(Dataset entries)
:::::

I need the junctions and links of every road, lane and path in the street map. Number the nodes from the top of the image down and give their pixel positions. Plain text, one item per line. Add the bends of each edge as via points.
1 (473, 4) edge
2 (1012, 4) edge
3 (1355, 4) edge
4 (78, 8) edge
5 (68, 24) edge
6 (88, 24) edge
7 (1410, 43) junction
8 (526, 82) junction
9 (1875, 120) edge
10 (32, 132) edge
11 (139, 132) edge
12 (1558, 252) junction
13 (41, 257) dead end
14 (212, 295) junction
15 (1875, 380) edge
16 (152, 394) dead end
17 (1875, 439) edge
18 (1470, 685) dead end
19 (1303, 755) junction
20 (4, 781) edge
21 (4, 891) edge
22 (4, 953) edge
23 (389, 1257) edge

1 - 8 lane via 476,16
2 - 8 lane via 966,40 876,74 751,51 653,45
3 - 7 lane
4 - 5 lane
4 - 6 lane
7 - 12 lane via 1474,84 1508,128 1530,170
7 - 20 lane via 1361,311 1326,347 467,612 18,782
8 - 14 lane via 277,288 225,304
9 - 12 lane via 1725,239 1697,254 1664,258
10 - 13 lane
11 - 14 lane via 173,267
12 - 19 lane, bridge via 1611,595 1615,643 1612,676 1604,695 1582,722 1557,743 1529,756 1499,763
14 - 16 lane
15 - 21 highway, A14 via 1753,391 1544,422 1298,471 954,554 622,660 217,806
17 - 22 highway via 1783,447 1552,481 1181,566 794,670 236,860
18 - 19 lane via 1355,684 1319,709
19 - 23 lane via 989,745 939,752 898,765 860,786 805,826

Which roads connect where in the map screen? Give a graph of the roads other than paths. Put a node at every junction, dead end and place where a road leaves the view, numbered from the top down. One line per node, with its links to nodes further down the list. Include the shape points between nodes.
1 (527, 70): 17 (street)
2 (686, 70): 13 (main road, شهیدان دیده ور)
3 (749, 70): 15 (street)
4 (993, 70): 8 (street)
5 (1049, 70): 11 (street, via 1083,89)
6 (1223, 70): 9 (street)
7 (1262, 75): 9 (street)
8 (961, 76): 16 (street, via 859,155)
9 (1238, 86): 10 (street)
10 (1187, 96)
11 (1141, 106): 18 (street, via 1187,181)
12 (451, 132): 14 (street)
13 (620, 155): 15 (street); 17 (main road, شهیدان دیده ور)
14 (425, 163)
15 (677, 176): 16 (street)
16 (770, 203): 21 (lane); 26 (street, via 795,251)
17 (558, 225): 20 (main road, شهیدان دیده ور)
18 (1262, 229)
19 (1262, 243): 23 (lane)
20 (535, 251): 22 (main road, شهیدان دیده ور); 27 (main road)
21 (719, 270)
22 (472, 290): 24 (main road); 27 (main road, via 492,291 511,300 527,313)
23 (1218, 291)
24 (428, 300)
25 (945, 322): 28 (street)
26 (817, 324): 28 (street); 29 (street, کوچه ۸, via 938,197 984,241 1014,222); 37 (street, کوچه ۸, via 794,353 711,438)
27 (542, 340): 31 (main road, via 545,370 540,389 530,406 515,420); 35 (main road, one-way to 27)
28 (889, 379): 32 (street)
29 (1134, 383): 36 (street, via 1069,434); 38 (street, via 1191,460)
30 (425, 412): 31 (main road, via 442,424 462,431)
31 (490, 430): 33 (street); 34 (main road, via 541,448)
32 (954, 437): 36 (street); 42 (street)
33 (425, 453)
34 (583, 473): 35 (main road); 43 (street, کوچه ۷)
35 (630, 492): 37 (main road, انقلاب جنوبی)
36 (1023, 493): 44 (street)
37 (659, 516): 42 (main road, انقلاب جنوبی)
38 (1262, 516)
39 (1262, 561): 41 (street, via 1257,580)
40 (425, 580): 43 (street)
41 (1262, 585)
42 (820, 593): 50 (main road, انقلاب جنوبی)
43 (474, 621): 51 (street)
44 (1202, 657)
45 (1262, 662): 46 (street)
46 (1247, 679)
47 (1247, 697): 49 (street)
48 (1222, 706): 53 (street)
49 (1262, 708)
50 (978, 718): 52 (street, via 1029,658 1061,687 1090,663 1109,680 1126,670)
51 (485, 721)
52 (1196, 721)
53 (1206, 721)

:::::

▶ _WHAT YOU WILL DO_
Could you reproduce every entry above exactly as written?

▶ _SOLUTION_
I need the junctions and links of every road, lane and path in the street map. Number the nodes from the top of the image down and give their pixel positions. Plain text, one item per line. Add the bends of each edge as via points.
1 (473, 4) edge
2 (1012, 4) edge
3 (1355, 4) edge
4 (78, 8) edge
5 (68, 24) edge
6 (88, 24) edge
7 (1410, 43) junction
8 (526, 82) junction
9 (1875, 120) edge
10 (32, 132) edge
11 (139, 132) edge
12 (1558, 252) junction
13 (41, 257) dead end
14 (212, 295) junction
15 (1875, 380) edge
16 (152, 394) dead end
17 (1875, 439) edge
18 (1470, 685) dead end
19 (1303, 755) junction
20 (4, 781) edge
21 (4, 891) edge
22 (4, 953) edge
23 (389, 1257) edge

1 - 8 lane via 476,16
2 - 8 lane via 966,40 876,74 751,51 653,45
3 - 7 lane
4 - 5 lane
4 - 6 lane
7 - 12 lane via 1474,84 1508,128 1530,170
7 - 20 lane via 1361,311 1326,347 467,612 18,782
8 - 14 lane via 277,288 225,304
9 - 12 lane via 1725,239 1697,254 1664,258
10 - 13 lane
11 - 14 lane via 173,267
12 - 19 lane, bridge via 1611,595 1615,643 1612,676 1604,695 1582,722 1557,743 1529,756 1499,763
14 - 16 lane
15 - 21 highway, A14 via 1753,391 1544,422 1298,471 954,554 622,660 217,806
17 - 22 highway via 1783,447 1552,481 1181,566 794,670 236,860
18 - 19 lane via 1355,684 1319,709
19 - 23 lane via 989,745 939,752 898,765 860,786 805,826

Which roads connect where in the map screen? Give a graph of the roads other than paths. Put a node at every junction, dead end and place where a road leaves the view, numbered from the top down. One line per node, with its links to nodes further down the list. Include the shape points between nodes.
1 (527, 70): 17 (street)
2 (686, 70): 13 (main road, شهیدان دیده ور)
3 (749, 70): 15 (street)
4 (993, 70): 8 (street)
5 (1049, 70): 11 (street, via 1083,89)
6 (1223, 70): 9 (street)
7 (1262, 75): 9 (street)
8 (961, 76): 16 (street, via 859,155)
9 (1238, 86): 10 (street)
10 (1187, 96)
11 (1141, 106): 18 (street, via 1187,181)
12 (451, 132): 14 (street)
13 (620, 155): 15 (street); 17 (main road, شهیدان دیده ور)
14 (425, 163)
15 (677, 176): 16 (street)
16 (770, 203): 21 (lane); 26 (street, via 795,251)
17 (558, 225): 20 (main road, شهیدان دیده ور)
18 (1262, 229)
19 (1262, 243): 23 (lane)
20 (535, 251): 22 (main road, شهیدان دیده ور); 27 (main road)
21 (719, 270)
22 (472, 290): 24 (main road); 27 (main road, via 492,291 511,300 527,313)
23 (1218, 291)
24 (428, 300)
25 (945, 322): 28 (street)
26 (817, 324): 28 (street); 29 (street, کوچه ۸, via 938,197 984,241 1014,222); 37 (street, کوچه ۸, via 794,353 711,438)
27 (542, 340): 31 (main road, via 545,370 540,389 530,406 515,420); 35 (main road, one-way to 27)
28 (889, 379): 32 (street)
29 (1134, 383): 36 (street, via 1069,434); 38 (street, via 1191,460)
30 (425, 412): 31 (main road, via 442,424 462,431)
31 (490, 430): 33 (street); 34 (main road, via 541,448)
32 (954, 437): 36 (street); 42 (street)
33 (425, 453)
34 (583, 473): 35 (main road); 43 (street, کوچه ۷)
35 (630, 492): 37 (main road, انقلاب جنوبی)
36 (1023, 493): 44 (street)
37 (659, 516): 42 (main road, انقلاب جنوبی)
38 (1262, 516)
39 (1262, 561): 41 (street, via 1257,580)
40 (425, 580): 43 (street)
41 (1262, 585)
42 (820, 593): 50 (main road, انقلاب جنوبی)
43 (474, 621): 51 (street)
44 (1202, 657)
45 (1262, 662): 46 (street)
46 (1247, 679)
47 (1247, 697): 49 (street)
48 (1222, 706): 53 (street)
49 (1262, 708)
50 (978, 718): 52 (street, via 1029,658 1061,687 1090,663 1109,680 1126,670)
51 (485, 721)
52 (1196, 721)
53 (1206, 721)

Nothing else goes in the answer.